* _Recorded information_:
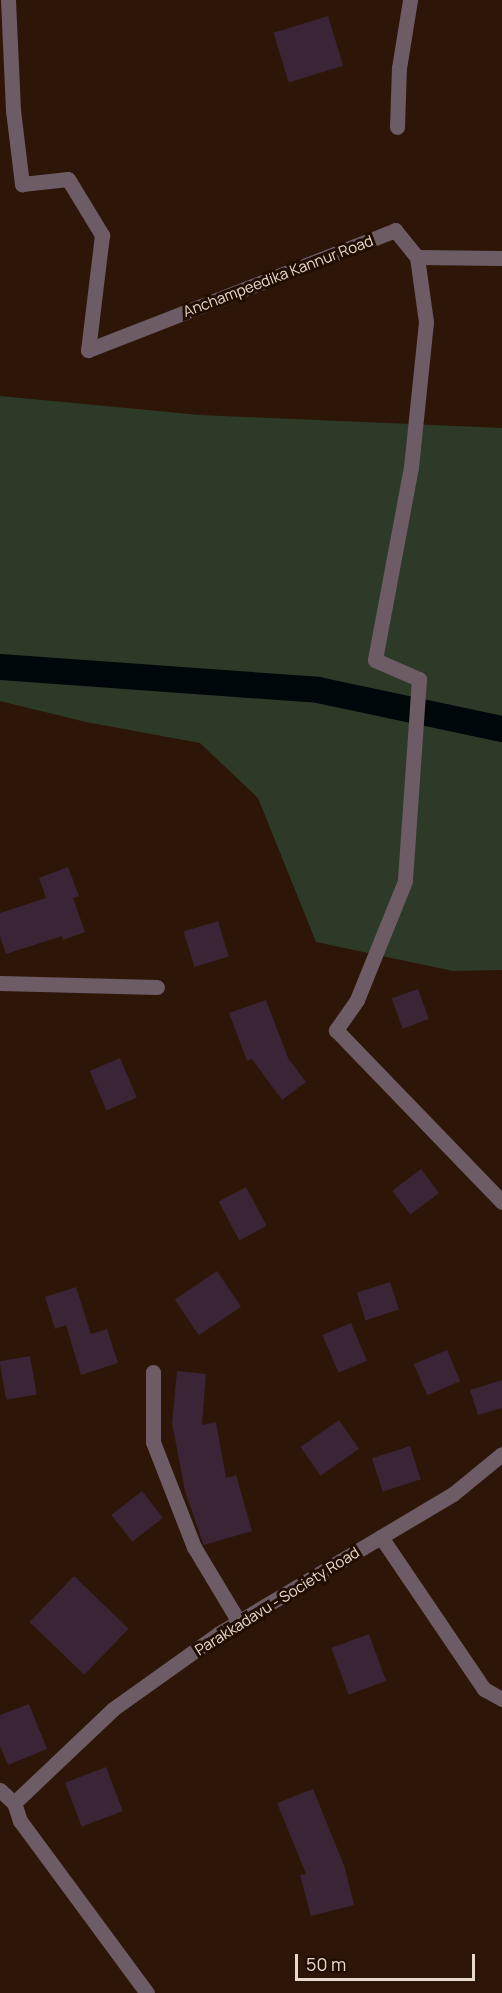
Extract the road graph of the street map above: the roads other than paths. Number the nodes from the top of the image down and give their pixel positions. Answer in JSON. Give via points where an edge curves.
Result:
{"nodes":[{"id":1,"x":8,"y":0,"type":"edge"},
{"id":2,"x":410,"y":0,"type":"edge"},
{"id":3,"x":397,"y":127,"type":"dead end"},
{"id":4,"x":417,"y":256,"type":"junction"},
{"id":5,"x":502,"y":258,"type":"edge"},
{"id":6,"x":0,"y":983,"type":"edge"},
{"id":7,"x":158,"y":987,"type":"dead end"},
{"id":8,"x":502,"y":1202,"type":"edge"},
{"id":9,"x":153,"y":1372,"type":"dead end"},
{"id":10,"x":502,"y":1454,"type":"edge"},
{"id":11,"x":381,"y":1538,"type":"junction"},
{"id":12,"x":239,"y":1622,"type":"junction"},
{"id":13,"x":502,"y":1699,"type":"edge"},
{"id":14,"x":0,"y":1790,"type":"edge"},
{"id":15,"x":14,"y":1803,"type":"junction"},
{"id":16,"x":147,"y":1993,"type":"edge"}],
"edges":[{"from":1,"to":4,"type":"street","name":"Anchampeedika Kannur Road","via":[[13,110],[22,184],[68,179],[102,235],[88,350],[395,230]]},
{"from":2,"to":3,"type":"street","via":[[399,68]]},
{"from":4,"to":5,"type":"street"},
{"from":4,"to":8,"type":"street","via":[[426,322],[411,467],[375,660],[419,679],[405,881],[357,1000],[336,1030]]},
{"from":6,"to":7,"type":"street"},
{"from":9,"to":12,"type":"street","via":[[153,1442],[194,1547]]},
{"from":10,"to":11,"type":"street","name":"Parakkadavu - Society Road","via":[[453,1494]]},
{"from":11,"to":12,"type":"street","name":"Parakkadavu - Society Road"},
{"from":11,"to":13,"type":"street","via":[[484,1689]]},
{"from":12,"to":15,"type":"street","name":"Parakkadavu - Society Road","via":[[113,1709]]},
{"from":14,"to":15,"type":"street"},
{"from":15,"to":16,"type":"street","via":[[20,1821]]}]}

---

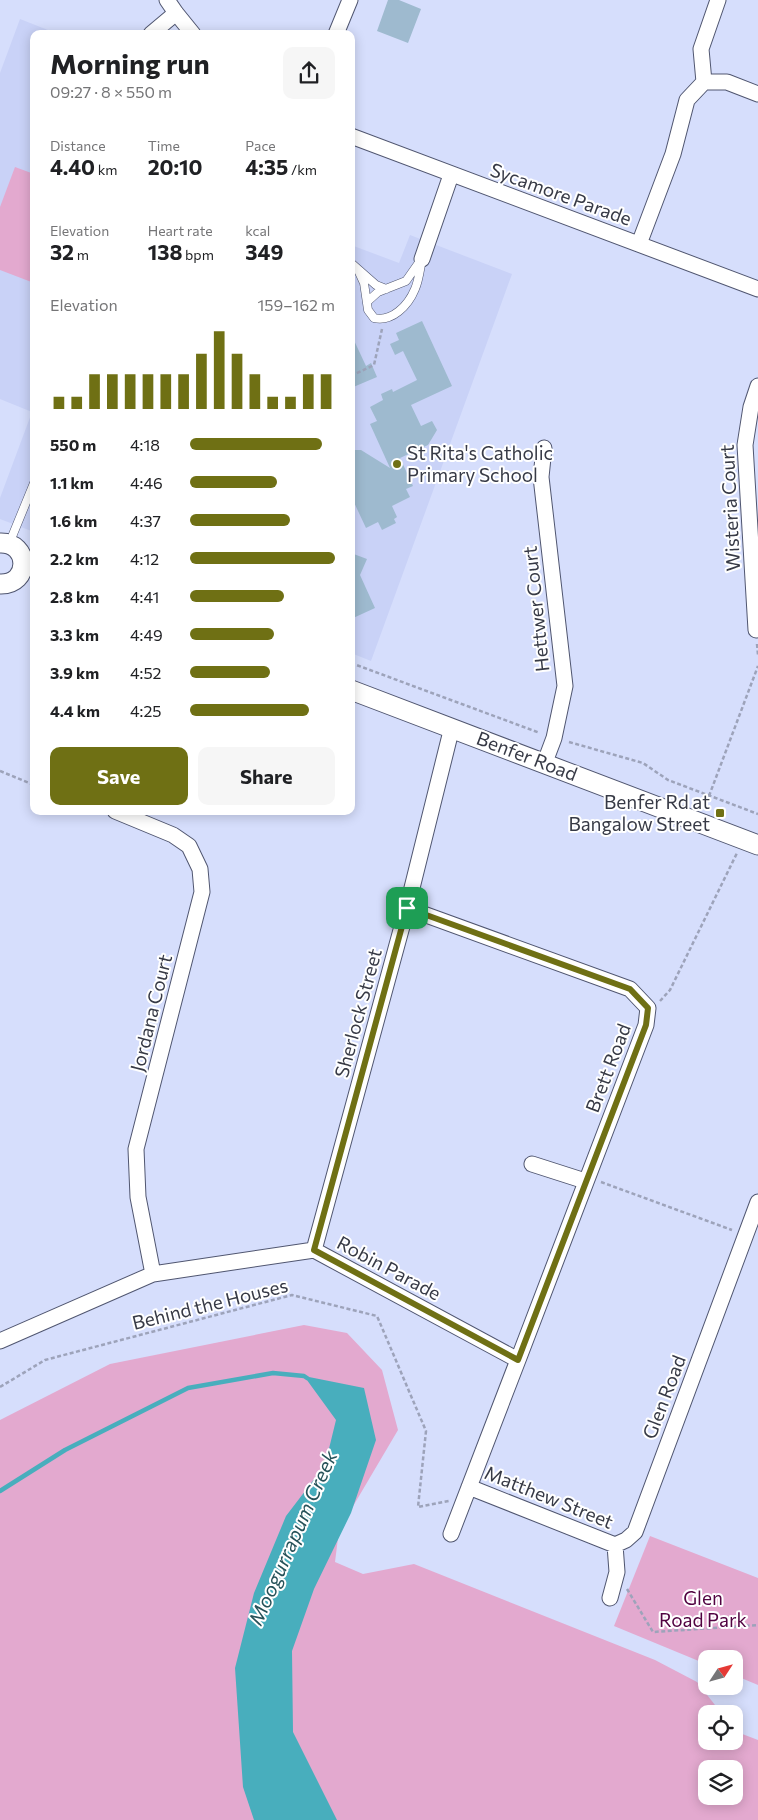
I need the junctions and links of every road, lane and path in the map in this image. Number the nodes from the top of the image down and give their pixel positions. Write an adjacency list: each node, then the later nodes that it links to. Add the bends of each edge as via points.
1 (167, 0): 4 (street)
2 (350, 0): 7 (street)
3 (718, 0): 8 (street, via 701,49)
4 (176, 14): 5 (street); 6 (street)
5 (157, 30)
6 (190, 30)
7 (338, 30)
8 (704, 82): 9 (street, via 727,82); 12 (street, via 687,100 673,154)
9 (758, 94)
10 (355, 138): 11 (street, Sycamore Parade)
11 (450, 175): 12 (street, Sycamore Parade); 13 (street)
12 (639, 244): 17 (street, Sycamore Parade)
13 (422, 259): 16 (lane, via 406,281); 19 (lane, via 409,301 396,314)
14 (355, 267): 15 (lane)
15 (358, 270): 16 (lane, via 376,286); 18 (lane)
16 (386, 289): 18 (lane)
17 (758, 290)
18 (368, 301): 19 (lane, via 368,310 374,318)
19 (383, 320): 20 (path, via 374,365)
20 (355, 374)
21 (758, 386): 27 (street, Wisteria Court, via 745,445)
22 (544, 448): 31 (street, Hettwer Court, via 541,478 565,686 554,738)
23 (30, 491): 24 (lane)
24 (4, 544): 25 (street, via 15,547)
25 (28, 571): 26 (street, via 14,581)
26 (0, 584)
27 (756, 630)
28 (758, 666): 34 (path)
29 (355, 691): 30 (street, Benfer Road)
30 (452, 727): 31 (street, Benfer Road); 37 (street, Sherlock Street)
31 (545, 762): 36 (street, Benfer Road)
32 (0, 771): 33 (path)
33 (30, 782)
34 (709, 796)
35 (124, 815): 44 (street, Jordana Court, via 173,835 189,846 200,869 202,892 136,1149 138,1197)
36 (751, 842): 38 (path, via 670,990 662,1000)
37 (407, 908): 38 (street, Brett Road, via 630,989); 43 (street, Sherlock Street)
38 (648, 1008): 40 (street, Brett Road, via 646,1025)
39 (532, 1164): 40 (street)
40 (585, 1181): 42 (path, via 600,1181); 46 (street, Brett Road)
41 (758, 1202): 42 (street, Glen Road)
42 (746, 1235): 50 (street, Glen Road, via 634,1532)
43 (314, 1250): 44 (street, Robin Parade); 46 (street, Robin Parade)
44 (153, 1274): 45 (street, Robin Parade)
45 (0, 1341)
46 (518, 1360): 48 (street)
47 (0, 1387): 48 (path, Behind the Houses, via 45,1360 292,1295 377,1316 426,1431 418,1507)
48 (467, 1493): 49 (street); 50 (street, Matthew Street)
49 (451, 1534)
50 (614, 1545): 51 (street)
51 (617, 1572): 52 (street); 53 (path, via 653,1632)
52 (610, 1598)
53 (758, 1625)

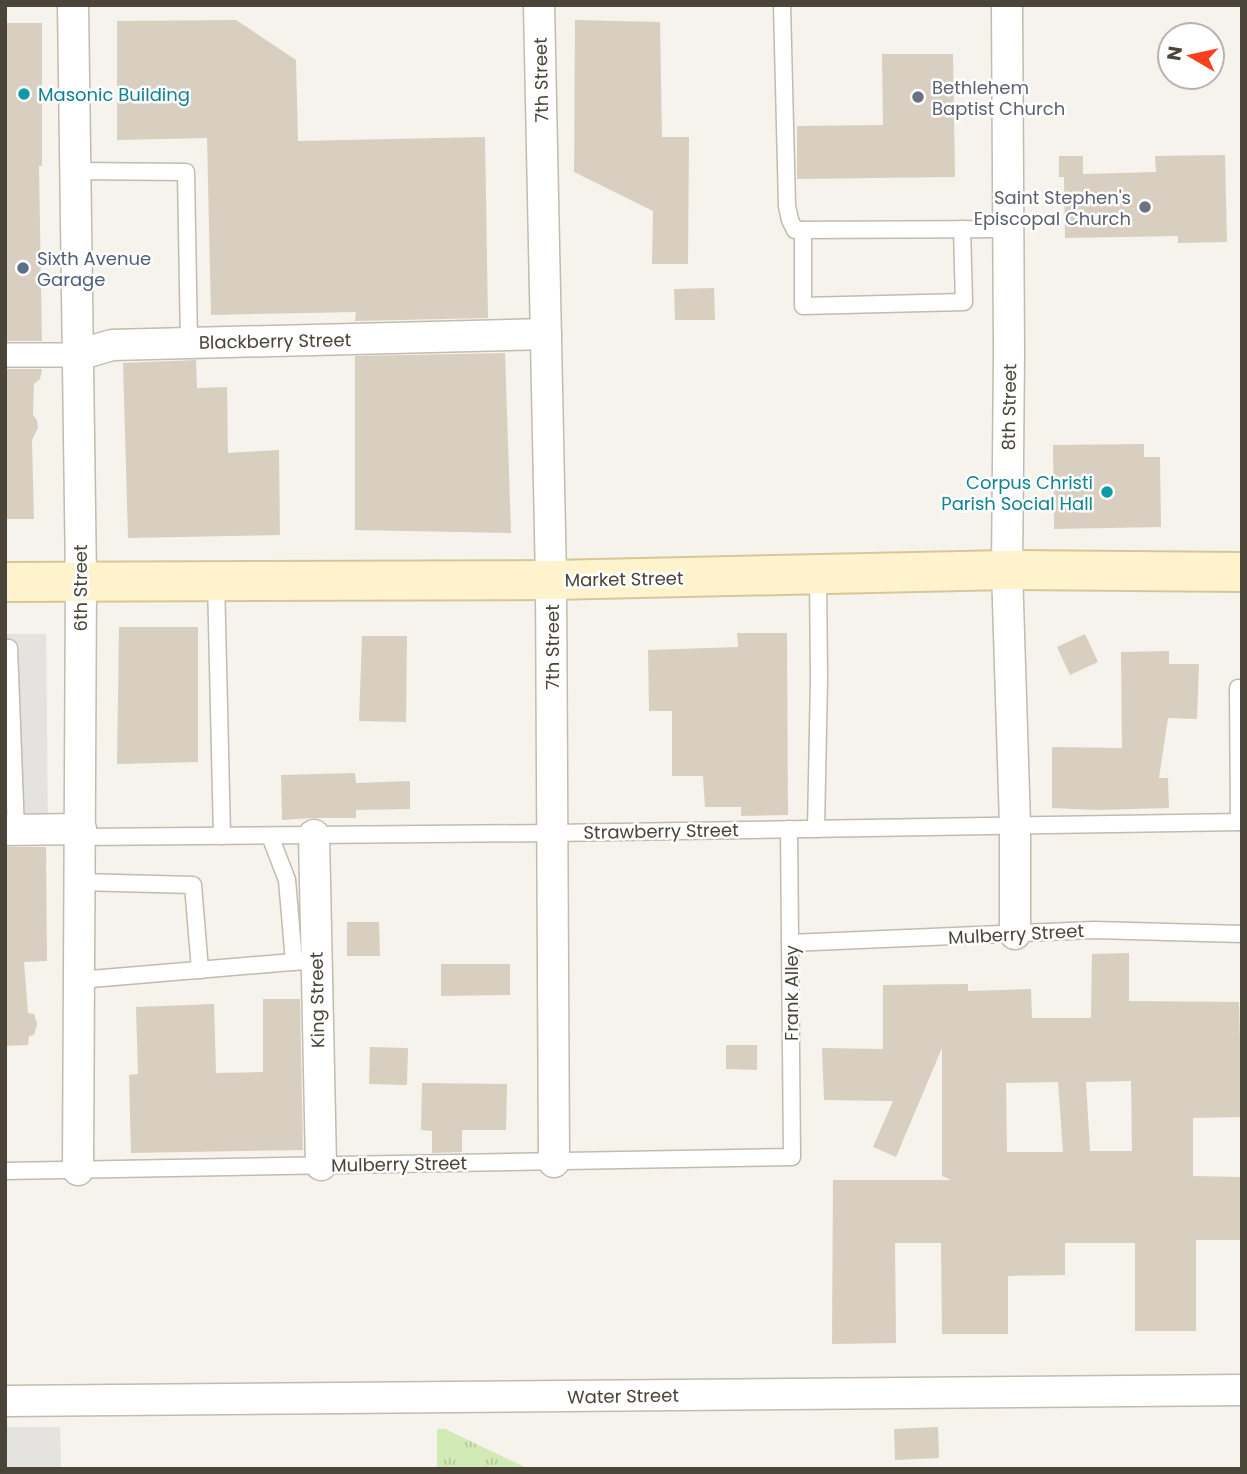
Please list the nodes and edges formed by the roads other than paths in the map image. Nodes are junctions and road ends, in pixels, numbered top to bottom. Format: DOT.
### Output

* _About this exercise_: Go over the listing above and return each line with "other".

* _Answer_:
Extract the road graph of the street map above: the roads other than paths. Number the nodes from the top of the image down and give their pixel positions. Answer in JSON. Give via points where an edge curves.
Please list the nodes and edges formed by the roads other than paths in the map image. Nodes are junctions and road ends, in pixels, numbered top to bottom. Format: DOT.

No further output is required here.